▸ Exercise requirements: All lines of the material below that include the string "Deichstraße" are to be copied.

▸ Stored data:
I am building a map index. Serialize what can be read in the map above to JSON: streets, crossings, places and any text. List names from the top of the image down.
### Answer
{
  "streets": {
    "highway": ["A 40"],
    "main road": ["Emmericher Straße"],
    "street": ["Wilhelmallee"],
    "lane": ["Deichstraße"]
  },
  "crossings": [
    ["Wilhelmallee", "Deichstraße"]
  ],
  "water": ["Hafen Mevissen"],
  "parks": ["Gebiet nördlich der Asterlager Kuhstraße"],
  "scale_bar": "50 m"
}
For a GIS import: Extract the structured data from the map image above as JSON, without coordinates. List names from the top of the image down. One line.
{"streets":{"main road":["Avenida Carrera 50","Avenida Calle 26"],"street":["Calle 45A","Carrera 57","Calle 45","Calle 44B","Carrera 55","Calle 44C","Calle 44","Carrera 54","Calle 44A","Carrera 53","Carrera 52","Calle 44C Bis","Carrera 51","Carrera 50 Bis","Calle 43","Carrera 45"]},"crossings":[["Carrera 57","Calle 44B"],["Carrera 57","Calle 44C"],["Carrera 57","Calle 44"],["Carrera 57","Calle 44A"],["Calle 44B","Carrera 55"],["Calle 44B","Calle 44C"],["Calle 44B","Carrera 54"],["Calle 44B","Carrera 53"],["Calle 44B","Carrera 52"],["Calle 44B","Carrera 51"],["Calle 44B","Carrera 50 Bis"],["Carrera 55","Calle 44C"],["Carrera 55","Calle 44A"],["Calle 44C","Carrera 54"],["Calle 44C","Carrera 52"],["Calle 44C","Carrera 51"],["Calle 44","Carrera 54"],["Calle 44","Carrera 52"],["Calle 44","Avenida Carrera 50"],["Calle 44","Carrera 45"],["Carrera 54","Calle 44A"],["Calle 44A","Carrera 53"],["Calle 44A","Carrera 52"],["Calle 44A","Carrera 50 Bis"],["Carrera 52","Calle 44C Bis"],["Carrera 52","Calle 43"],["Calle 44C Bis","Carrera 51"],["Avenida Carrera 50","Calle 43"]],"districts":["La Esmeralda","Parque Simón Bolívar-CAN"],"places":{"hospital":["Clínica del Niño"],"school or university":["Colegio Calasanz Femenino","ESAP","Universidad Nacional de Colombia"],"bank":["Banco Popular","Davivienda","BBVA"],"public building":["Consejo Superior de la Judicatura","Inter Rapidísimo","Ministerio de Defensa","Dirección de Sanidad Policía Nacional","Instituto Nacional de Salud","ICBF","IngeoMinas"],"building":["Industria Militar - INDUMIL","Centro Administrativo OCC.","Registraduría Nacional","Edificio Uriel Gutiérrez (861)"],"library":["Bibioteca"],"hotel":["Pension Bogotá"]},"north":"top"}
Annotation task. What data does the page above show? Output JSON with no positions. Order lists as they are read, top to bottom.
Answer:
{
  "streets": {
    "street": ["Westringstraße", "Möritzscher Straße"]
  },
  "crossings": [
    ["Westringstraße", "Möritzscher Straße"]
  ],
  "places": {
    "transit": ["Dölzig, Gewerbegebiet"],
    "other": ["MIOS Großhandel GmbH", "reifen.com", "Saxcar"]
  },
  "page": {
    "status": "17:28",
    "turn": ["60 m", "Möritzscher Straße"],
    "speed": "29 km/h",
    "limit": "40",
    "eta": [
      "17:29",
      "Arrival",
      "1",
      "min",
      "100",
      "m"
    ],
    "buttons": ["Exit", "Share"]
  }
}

▸ Written solution:
    "lane": ["Deichstraße"]
    ["Wilhelmallee", "Deichstraße"]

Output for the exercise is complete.